Since daylilies can be planted any time of year the soil can be worked, you should plant your daylilies as soon as it is possible after arrival. Daylilies have been known, having been imprisoned in shipping packages for a fortnight without light and water, to flourish after being freed and returned to welcoming soil but it is always best to get your daylilies reacquainted with soil as quickly as you can. Since daylilies do not mind being transplanted, even putting the newly arrived plants into pots with soil until proper placement within the garden can be managed, is an acceptable solution to establishing your new daylily plants. Conventional wisdom holds that daylilies planted in warm soil with time to settle in before protracted cold arrives will enjoy the most comfortable transition.
     Daylilies are tough and resilient perennial plants but they do not qualify as shade loving enthusiasts. They should be planted in areas of the garden which see at least 4 hours of direct daylight. It is important when planting to keep the crown of the plant exactly level with the top of the ground and to press the soil firmly in place. Also, daylilies are not fussy about soil PH but do respond to having a healthy amount of compost or seasoned muck worked well into their new homes before planting.
     Once planted you can mulch around daylilies to control weeds and balance the moisture in the soil but it is not necessary to do so to grow vigorous plants. Some daylily growers suggest fertilising several times during the season to maximise growth but we have found over the many years of raising daylilies that if a good mix of compost or muck is used initially to bolster the soil a daylily clump will feed slowly and thrive on this food supply for years. If maternal instincts insist on some regular seasonal feeding, a seaweed extract formula can be used. But beware of using high nitrogen fertilisers for such treatment can cause daylilies to bulk out in a profusion of greenery without producing a balance of flower stems and blossoms.

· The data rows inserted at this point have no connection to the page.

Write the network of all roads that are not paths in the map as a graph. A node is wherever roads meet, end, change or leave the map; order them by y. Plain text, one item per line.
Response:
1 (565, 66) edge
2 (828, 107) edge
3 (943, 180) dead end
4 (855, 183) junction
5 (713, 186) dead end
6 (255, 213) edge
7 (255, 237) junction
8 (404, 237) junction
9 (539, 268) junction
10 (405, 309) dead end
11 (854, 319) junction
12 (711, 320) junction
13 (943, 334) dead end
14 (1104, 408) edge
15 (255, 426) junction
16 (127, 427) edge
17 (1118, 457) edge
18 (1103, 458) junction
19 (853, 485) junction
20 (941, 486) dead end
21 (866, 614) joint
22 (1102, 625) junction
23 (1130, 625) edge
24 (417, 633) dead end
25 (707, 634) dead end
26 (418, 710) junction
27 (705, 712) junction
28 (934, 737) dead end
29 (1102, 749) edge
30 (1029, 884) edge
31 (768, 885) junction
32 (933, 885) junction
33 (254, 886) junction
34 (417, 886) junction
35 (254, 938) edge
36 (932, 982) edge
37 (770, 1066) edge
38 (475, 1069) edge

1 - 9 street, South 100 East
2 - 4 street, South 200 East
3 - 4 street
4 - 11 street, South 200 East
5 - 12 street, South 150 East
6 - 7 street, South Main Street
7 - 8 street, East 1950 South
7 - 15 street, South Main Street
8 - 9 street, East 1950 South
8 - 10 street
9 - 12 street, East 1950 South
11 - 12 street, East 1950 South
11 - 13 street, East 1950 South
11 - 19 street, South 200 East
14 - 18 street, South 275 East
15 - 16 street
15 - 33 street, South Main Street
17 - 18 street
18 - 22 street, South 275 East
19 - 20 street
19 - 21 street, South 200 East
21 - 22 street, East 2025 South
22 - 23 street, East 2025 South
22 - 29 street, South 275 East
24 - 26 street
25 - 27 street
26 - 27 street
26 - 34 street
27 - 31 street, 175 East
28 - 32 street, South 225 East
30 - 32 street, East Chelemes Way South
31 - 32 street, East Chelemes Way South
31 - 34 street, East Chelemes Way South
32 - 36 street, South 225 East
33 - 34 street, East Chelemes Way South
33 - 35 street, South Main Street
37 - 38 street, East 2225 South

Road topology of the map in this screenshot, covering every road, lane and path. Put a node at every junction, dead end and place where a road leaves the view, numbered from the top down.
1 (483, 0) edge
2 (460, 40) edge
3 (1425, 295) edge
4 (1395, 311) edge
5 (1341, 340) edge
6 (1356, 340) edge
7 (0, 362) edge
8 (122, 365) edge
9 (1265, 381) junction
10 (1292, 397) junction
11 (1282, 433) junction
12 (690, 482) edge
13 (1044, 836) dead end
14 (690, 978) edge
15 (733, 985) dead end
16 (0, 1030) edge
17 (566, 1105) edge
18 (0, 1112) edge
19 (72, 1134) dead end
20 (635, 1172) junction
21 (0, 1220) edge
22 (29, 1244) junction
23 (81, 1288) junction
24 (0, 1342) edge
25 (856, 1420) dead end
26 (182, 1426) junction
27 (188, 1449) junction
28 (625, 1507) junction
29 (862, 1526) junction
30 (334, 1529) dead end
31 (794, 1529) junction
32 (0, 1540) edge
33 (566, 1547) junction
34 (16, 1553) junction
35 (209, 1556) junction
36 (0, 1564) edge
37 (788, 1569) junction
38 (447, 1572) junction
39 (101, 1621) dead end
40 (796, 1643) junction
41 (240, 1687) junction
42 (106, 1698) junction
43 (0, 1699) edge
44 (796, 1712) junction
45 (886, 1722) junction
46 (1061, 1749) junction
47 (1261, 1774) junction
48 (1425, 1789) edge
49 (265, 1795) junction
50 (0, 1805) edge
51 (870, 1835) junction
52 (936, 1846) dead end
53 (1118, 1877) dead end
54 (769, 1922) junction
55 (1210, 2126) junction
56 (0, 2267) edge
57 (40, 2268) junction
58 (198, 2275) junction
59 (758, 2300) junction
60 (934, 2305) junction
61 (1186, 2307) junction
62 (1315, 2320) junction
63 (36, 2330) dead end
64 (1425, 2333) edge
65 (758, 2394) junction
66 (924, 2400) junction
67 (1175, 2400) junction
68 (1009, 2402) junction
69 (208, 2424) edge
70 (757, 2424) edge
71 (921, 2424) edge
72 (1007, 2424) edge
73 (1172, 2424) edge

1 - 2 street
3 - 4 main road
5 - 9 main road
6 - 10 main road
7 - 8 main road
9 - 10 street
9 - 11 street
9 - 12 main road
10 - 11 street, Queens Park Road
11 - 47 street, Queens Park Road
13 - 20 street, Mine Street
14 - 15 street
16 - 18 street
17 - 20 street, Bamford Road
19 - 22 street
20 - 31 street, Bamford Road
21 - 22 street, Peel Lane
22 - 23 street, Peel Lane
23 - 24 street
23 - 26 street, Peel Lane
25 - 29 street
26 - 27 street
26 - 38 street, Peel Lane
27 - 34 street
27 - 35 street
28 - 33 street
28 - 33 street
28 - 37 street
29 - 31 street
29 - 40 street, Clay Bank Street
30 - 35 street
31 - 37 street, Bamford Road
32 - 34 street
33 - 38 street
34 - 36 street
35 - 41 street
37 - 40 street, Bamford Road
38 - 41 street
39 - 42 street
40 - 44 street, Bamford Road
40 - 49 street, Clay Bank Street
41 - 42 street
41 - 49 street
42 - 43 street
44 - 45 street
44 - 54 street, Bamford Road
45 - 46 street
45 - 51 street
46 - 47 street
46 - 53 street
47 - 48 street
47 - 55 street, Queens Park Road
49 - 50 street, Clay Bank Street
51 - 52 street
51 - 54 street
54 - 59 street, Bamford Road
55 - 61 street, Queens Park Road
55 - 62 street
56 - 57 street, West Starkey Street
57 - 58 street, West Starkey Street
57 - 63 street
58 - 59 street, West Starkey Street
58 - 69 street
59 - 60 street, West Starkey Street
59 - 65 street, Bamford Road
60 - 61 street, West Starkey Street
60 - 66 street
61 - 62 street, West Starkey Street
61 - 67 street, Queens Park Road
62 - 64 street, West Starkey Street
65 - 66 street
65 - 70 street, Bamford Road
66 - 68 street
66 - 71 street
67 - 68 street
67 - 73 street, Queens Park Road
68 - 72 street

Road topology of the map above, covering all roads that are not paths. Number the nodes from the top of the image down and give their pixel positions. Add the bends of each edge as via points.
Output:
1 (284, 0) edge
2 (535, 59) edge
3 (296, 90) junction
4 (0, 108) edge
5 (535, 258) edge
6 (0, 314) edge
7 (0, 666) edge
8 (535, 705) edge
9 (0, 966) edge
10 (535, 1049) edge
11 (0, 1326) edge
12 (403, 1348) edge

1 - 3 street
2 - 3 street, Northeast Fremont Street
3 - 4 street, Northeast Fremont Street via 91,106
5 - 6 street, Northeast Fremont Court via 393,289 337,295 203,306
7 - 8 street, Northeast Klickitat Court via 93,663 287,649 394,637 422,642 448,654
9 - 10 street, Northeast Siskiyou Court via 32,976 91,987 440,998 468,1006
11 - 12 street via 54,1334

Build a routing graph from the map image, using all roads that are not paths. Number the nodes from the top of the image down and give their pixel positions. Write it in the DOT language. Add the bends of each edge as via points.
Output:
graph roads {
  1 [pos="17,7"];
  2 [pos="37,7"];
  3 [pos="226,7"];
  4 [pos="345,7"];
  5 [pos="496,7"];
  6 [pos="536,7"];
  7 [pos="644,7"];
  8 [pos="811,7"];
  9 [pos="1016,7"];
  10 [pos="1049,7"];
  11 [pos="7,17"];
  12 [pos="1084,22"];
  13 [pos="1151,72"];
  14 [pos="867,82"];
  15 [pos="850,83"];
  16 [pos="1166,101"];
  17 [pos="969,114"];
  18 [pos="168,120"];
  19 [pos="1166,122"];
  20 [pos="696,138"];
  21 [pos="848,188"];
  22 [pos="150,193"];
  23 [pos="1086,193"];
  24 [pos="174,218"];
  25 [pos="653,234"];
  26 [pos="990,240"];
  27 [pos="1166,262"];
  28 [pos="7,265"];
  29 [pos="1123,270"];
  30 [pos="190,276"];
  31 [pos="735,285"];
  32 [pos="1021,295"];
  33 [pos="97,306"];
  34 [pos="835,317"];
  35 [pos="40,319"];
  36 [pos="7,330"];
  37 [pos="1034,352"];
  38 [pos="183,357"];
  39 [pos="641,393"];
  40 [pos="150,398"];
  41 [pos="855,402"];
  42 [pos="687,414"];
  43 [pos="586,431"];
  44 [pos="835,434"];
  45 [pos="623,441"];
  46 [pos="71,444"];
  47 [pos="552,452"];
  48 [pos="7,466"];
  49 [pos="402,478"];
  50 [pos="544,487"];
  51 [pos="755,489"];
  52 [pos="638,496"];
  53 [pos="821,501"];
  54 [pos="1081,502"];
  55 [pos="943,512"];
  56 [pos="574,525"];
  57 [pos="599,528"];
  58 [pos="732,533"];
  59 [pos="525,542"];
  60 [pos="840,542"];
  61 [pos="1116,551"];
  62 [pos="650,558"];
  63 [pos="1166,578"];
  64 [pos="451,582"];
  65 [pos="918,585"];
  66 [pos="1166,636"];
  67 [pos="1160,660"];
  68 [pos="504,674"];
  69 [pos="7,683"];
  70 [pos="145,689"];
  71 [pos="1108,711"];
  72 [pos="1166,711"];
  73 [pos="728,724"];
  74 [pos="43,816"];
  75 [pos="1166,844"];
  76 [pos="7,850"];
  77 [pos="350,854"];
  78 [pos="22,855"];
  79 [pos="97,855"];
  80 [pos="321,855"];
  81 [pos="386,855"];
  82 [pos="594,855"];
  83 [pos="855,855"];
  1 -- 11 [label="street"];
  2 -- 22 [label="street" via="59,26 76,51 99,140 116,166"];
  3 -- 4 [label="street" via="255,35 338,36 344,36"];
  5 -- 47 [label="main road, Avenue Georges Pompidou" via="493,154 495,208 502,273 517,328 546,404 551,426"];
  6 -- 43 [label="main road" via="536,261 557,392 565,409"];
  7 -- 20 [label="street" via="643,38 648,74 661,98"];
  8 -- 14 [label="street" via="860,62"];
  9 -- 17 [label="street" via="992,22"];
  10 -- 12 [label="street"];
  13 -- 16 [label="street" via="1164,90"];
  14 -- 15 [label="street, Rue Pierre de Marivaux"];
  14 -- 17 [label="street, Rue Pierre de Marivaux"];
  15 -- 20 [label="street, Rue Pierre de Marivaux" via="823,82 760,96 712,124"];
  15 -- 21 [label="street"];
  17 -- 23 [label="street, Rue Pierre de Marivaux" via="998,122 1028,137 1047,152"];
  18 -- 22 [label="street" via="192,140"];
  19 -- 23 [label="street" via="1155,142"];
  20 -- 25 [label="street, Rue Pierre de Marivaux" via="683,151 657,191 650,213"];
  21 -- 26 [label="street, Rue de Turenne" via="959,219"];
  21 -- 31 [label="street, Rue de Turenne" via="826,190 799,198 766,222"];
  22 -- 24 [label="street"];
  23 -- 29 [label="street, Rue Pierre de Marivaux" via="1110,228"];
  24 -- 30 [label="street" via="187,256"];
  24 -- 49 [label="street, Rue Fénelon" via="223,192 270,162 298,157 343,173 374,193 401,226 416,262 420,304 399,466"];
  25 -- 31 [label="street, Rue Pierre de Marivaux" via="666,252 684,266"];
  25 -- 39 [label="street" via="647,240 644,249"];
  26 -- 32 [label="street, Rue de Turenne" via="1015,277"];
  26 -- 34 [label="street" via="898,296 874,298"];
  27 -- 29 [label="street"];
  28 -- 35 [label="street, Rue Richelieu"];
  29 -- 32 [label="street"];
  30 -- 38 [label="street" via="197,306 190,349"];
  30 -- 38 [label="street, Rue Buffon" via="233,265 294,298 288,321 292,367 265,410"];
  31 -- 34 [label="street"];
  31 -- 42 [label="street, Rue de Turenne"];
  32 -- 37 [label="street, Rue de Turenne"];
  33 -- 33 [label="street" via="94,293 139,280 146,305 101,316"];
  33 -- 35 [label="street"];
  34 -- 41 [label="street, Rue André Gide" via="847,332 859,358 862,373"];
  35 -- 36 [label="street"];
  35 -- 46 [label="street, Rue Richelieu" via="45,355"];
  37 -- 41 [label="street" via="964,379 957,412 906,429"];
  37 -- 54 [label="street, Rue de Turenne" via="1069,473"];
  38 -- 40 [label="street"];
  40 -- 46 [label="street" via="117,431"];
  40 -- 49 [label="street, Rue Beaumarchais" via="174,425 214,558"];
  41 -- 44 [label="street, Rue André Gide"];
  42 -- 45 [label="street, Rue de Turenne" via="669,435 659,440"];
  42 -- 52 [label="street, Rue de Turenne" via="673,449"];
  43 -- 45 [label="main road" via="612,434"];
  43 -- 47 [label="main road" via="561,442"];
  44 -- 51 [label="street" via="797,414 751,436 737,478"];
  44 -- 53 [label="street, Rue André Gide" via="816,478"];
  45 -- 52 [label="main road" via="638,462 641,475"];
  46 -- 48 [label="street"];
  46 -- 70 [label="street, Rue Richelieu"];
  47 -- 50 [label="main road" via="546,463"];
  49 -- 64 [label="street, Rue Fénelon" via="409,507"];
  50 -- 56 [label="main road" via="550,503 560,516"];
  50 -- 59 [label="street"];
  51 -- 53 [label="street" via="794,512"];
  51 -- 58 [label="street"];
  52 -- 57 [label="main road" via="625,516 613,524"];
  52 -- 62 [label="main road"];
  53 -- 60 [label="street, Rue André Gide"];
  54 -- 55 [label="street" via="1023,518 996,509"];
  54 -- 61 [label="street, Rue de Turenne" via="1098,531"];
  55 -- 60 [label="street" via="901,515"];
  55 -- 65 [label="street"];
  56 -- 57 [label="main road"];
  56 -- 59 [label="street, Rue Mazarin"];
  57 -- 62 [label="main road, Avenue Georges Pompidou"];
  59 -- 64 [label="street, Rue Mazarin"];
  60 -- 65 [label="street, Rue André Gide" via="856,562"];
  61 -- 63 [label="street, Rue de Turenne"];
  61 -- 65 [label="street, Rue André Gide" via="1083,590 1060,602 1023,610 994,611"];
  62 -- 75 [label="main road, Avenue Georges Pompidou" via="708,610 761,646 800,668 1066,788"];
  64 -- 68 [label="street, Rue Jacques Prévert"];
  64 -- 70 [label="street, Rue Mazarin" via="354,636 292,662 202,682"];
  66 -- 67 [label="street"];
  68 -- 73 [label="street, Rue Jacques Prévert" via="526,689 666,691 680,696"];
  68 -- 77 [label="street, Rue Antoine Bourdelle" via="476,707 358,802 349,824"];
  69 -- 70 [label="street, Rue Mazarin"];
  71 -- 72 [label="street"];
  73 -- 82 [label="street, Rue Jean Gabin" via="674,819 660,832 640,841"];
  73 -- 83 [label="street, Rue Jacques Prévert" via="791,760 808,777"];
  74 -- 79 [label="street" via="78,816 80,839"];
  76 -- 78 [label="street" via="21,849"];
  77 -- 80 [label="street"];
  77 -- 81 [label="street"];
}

     Our usual advice upon planting or transplanting daylilies is to keep the plants moist until the first good soaking rain. Then they should be off and running on their own not requiring regular watering unless or until rare and sustained periods of dryness parch any and all garden plots. Daylilies can be flattered by modest and consistent moisture in the soil but they do not, unlike say the Siberian Iris, relish being asked to sit in wet areas.
     Generally, pests pose no dire threat to daylilies. A rust which has plagued some daylilies grown in the American South, where heat and humidity abound in the summers, seems not to be a concern in the very different British climate. Perhaps, the greatest adversary of the daylily as it seeks to earn its place in British gardens is that persistent nemesis of many UK gardeners, the indefatigable slug. If the usual pre-emptive action is taken against slugs, they can successfully be kept from munching on daylily leaves. The truth is the daylily is not a sensitive beauty requiring studious maintenance.
     There remains very divided opinion among long time daylily growers whether picking off spent blossoms or seed pods improves the vigor of the individual plants. The same lack of consensus exists around the question of whether to cut back the foliage once the daylily clump has exhausted its blossoms. Our experience is that decisions need only to be taken on aesthetic grounds for we have not found that such tidying effects the health of the plant at all.
     Daylily plants can be left for a good number of years, often five or more, before digging and dividing is warranted. Once a daylily clump begins to reduce the number of flower stems against the girth of the plant's jungle of green leaves, it is time to divide the clump into a smaller number of plants to spread throughout the garden.
     Since daylilies are difficult to maim or destroy, an individual plant can be expected with only a modicum of attention to steadily grow in size and produce an ever expanding number of stems and blossoms over the years. Given a chance daylilies can prove themselves to be stalwart performers in any garden worthy of its gardener's affections.